1. Zero-padding: For increasing dimensions, zero entries are padded to the shortcut connection to match the increased feature map depth. This option introduces no additional parameters.
2. Projection shortcut: A $1 \times 1$ convolution is performed on the shortcut connection to match both the dimensions and feature depth:

$$\mathbf{y} = \mathcal{F}(\mathbf{x}, \{\mathbf{W}_i\}) + \mathbf{W}_s \mathbf{x}$$
where $\mathbf{W}_s$ is the square matrix of the $1 \times 1$ convolution. This option introduces parameters but empirically performs better than zero-padding for more complex models. The authors primarily use projection shortcuts when dimensions increase and identity shortcuts otherwise.

ResNet architectures are constructed by stacking these residual blocks. They typically start with an initial convolutional layer and pooling, followed by several stages of residual blocks, often reducing spatial dimensions and increasing feature map depth between stages. The network concludes with global average pooling and a fully connected layer with softmax for classification. The paper demonstrated ResNets with depths up to 152 layers, significantly deeper than VGG nets (19 layers) or plain convolutional networks of similar depth.

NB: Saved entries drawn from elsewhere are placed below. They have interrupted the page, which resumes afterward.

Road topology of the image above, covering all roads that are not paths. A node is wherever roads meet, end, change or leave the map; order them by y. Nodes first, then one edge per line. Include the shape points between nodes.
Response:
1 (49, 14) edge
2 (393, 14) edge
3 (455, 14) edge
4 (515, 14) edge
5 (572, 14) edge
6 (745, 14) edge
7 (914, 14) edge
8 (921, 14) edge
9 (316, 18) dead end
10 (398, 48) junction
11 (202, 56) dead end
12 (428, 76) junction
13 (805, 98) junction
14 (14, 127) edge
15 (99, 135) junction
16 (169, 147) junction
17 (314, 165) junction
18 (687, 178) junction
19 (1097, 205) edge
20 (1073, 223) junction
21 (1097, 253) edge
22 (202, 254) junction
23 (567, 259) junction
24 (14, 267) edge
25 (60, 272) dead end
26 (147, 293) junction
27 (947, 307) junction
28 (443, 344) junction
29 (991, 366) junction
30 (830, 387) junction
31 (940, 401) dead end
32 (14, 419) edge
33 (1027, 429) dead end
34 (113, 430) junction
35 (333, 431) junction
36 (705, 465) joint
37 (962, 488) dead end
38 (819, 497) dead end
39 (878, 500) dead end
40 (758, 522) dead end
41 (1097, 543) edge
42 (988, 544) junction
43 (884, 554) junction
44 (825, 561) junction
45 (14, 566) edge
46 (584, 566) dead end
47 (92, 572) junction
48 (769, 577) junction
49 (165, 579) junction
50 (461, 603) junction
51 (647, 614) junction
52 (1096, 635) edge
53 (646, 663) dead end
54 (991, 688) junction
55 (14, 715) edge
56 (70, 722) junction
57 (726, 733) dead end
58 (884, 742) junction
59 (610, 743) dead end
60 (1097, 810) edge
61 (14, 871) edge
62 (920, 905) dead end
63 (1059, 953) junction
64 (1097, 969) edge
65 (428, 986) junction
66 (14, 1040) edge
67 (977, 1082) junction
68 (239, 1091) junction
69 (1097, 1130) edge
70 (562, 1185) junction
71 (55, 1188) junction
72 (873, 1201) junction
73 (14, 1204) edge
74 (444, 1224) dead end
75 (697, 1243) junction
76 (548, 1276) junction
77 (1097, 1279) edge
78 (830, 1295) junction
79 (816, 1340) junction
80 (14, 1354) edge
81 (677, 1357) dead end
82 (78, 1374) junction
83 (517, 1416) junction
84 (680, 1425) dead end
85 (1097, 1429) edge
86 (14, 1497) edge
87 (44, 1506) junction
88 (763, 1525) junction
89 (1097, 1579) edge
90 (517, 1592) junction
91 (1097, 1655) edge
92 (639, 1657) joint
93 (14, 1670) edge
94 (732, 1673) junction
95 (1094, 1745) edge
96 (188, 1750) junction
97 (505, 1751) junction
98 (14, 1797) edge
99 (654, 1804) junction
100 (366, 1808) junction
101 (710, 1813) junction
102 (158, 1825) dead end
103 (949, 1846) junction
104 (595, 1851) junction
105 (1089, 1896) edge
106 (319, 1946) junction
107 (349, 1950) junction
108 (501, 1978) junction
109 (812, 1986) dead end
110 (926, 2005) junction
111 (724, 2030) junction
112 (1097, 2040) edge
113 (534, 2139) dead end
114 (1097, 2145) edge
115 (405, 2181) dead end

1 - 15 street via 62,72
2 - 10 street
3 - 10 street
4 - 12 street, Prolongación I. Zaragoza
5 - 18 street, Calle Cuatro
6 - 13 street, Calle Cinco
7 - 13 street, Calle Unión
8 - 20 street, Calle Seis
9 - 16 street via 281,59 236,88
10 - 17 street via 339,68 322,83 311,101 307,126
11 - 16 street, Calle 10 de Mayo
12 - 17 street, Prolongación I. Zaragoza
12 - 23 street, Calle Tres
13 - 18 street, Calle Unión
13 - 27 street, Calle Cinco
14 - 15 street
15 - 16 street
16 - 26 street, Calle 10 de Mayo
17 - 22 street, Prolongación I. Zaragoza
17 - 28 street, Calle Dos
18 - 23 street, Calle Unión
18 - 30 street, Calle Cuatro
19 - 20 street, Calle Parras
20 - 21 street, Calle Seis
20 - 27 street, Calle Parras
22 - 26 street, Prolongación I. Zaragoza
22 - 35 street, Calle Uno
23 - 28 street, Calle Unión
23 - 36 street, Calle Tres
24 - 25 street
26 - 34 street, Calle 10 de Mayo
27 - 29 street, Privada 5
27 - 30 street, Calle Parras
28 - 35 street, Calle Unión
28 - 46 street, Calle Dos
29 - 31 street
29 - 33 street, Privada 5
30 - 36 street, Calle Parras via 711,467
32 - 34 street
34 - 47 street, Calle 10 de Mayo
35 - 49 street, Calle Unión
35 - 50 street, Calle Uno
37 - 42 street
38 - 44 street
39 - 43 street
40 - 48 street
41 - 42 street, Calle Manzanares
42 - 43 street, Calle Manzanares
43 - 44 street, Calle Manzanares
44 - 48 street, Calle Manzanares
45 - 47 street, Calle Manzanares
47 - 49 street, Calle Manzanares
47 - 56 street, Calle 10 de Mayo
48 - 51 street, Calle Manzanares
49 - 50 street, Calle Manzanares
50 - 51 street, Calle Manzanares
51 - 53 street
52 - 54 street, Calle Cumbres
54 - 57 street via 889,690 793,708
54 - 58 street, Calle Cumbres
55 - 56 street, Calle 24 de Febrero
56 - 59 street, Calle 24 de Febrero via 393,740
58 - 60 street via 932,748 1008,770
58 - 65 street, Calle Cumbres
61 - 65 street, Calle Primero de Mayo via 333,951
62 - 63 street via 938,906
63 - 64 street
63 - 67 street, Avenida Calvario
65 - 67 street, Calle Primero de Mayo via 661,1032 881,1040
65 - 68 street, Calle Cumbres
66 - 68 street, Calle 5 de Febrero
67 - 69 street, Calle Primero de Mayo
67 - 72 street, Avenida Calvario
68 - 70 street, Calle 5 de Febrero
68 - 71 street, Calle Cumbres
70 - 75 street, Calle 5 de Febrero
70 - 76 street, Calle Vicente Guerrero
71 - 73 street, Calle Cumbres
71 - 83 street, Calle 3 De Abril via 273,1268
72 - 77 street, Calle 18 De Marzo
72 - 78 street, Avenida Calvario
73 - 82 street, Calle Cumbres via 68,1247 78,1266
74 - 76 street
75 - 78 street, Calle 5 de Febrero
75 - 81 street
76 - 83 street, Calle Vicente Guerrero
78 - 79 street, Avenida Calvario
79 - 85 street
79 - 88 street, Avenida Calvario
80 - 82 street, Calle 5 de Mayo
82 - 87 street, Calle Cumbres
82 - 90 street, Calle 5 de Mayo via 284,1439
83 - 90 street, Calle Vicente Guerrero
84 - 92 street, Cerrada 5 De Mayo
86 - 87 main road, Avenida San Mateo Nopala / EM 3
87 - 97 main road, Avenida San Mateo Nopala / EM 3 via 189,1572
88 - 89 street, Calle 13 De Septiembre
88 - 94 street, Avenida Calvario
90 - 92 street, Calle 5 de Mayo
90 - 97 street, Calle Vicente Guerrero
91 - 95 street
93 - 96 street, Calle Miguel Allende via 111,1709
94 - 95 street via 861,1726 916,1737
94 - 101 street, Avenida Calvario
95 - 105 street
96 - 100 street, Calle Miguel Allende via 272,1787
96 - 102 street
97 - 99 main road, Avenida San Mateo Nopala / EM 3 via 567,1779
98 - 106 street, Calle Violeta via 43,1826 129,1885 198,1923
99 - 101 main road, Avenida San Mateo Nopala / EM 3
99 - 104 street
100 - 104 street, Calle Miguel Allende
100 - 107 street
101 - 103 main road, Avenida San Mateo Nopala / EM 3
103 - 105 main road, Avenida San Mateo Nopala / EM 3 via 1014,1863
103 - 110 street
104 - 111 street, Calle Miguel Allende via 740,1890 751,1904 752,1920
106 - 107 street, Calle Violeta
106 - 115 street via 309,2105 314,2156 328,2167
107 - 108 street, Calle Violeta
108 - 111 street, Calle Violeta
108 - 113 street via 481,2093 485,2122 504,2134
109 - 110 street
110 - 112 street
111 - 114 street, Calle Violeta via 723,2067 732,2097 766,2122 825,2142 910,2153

Empirical results on the ImageNet classification dataset (ILSVRC 2012) showed that ResNets effectively overcome the degradation problem. For instance, a 34-layer ResNet had lower training error than a 34-layer plain net and lower error than an 18-layer plain net, demonstrating that deeper ResNets can be optimized more easily and achieve better performance. ResNet-152 achieved a top-5 error rate of 4.49% on ImageNet, which was significantly better than previous state-of-the-art models and surpassed human-level performance. The benefits of ResNets were also validated on other tasks like CIFAR-10 and object detection/segmentation on COCO, establishing them as a foundational architecture in computer vision.